Swweet sketchup! I'm gonna try it too. I really need to up my haunt display this year and focus more on ambience.


----------



## Aelwyn

Froud faeries have some good "evil" fae types.....check out the book "Good Faeries, Bad Faeries" by him. Here are some random pics from the web, hope they help!

http://www.falconrose.com/FALCONROSE/Unseelie/IMAG0009.JPG
http://www.marcusdublin.com/Goblin_Color_001.jpg
http://www.tofy.hu/goblins/goblin_test.jpg
http://www.cartooncritters.com/dressupimages/troll.gif
http://eq2.tentonhammer.com/files/gallery/albums/NON-SOGA/NON_SOGA_Female_Troll.jpg
http://www.thirdwayblog.com/images/400/troll.0.jpg
http://celticmythpodshow.com/blog/wp-content/uploads/2008/04/froud_queen_bad_faeries.jpg
http://i138.photobucket.com/albums/q272/missfrankiejean/froud/Brian_Froud_25_Unamed_Smell_Sprite_.jpg
http://i19.photobucket.com/albums/b174/Witches_Connection_Galleries/Artist-%20Brian%20Froud/Froud-06_Sink-Faery.jpg
http://www.laurelindorenan.com/al_Froud12_The_Queen_of_Bad_Faeries.jpg
http://www.worldoffroud.com/www/faeries/goodbad/images/bf101.gif


----------



## Revenant

I think any nasty little gobliny critters would do... make a few with wings... and a few little swarms of Lilly's winged skellies... maybe a person caught in a net or a gibbet (think hanged-man mechanism for twitching) with a few evil faeries on the ground poking at him with sharp sticks or little spears


----------



## Lilly

is your witch going to on the porch?
or by the shed type thing..
you maybe make a bunch of faeries and attach them to that facade all over the walls on that shed thing maybe a few into the graveyard
maybe one trying to get out of the cauldron.


----------



## Terrormaster

Ok, a little bit info to take in here...

@Aelwyn: Thanks for the links - some good stuff in there, I really like Al Froud Queen of Bad Faeries as she's the exact image I imagine for the Unseelie Witch Queen. I have a couple goblins planned (hope to finish them in time) - Pain and Panic, cohorts of Black Agnes.
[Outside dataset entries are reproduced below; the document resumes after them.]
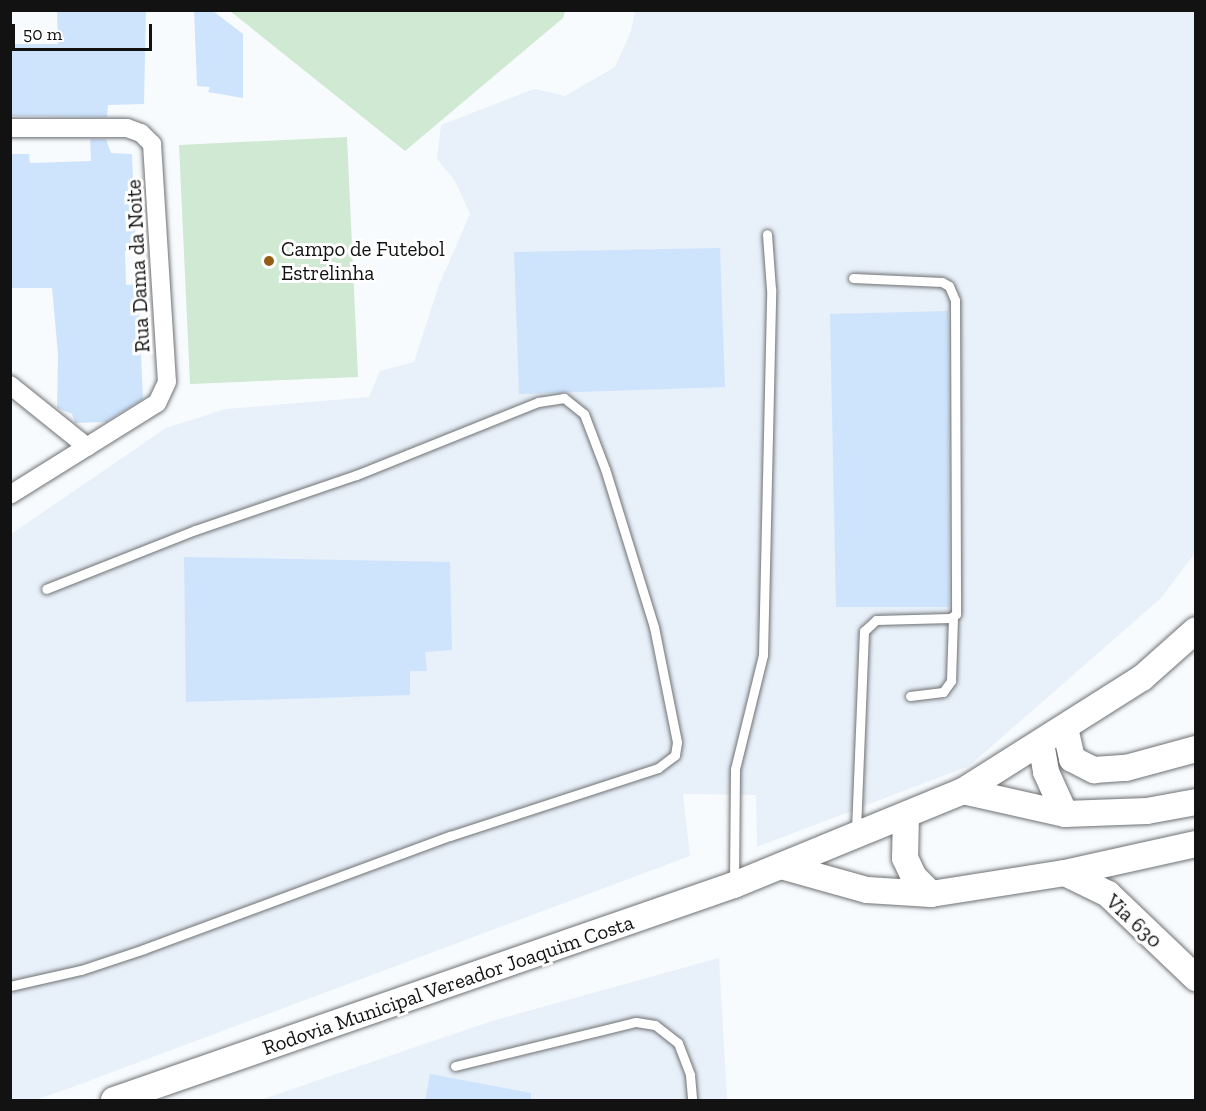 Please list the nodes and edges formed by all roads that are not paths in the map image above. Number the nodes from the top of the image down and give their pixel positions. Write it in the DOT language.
graph roads {
  1 [pos="10,128"];
  2 [pos="767,234"];
  3 [pos="853,278"];
  4 [pos="10,385"];
  5 [pos="87,447"];
  6 [pos="10,495"];
  7 [pos="45,589"];
  8 [pos="953,617"];
  9 [pos="1196,630"];
  10 [pos="910,696"];
  11 [pos="1065,728"];
  12 [pos="1041,743"];
  13 [pos="1196,749"];
  14 [pos="963,791"];
  15 [pos="1196,802"];
  16 [pos="1065,814"];
  17 [pos="906,815"];
  18 [pos="856,832"];
  19 [pos="1196,844"];
  20 [pos="781,866"];
  21 [pos="1065,873"];
  22 [pos="734,885"];
  23 [pos="931,894"];
  24 [pos="1196,978"];
  25 [pos="10,986"];
  26 [pos="455,1066"];
  27 [pos="114,1101"];
  28 [pos="692,1101"];
  1 -- 5 [label="street, Rua Dama da Noite"];
  2 -- 22 [label="lane"];
  3 -- 8 [label="lane"];
  4 -- 5 [label="street"];
  5 -- 6 [label="street"];
  7 -- 25 [label="lane"];
  8 -- 10 [label="lane"];
  8 -- 18 [label="lane"];
  9 -- 11 [label="main road"];
  11 -- 12 [label="main road"];
  11 -- 13 [label="main road"];
  12 -- 14 [label="main road"];
  12 -- 16 [label="main road"];
  14 -- 16 [label="main road"];
  14 -- 17 [label="main road, Rodovia Municipal Vereador Joaquim Costa"];
  15 -- 16 [label="main road"];
  17 -- 18 [label="main road, Rodovia Municipal Vereador Joaquim Costa"];
  17 -- 23 [label="main road"];
  18 -- 20 [label="main road, Rodovia Municipal Vereador Joaquim Costa"];
  19 -- 21 [label="main road"];
  20 -- 22 [label="main road, Rodovia Municipal Vereador Joaquim Costa"];
  20 -- 23 [label="main road"];
  21 -- 23 [label="main road"];
  21 -- 24 [label="main road, Via 630"];
  22 -- 27 [label="main road, Rodovia Municipal Vereador Joaquim Costa"];
  26 -- 28 [label="lane"];
}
@Revenant: Love the idea of a gibbet - thats one way of working a hanged man style prop into your display and not **** off the PC crowd. Trying to think if I have time to work this in - thanks for giving me even more work  hehe.

@Lily: The witch (Black Agnes), if I go with the original plan, will be in the shed/shack thats in the left lawn. Included in the shack will be a table/sheft with potion bottles, maybe some spellbooks, faux candles, a skull (which may or may not talk and interact with Agnes), and whatever other witch like cheap odds and ends I'll pick up closer to Halloween. I have been toying with the idea of having something moving in the cauldron.

Gonna look around for some faerie making tutorials and if I find some see how much work is involved. Again, my biggest issue is time.

-TM


----------



## Terrormaster

Okies, just had a wild wacky crazy idea. Ditch the tower design in the facade. Instead texture it with a bark like pattern and make the porch into a tree cave. Have the vine hang from and lead off the tree. Maybe have some spiders on the inside and let the ToTs come in to the cave.

The only catch is I typically stand out in the yard and hand out treats from a table (see last year's pics). There's no one home other than me cause the wife takes my daughter out.

But still, liking the tree cave idea now. Perhaps incorporating the gibbet with a child size dummy hanging from it somewhere into the tree design.

On the fake tree front, I've seen a few poultry wire and mache tree tutorials about. Anyone done one of these and what kind of time is involved? Don't have a lot of storage options, how easy are they to store?

-TM


----------



## Terrormaster

Okies, got tons of character ideas brewing here, thanks everyone. 

What I'd like to focus on more is set design vs character design (which I think I have enough ideas for now that could take me till next Halloween to complete).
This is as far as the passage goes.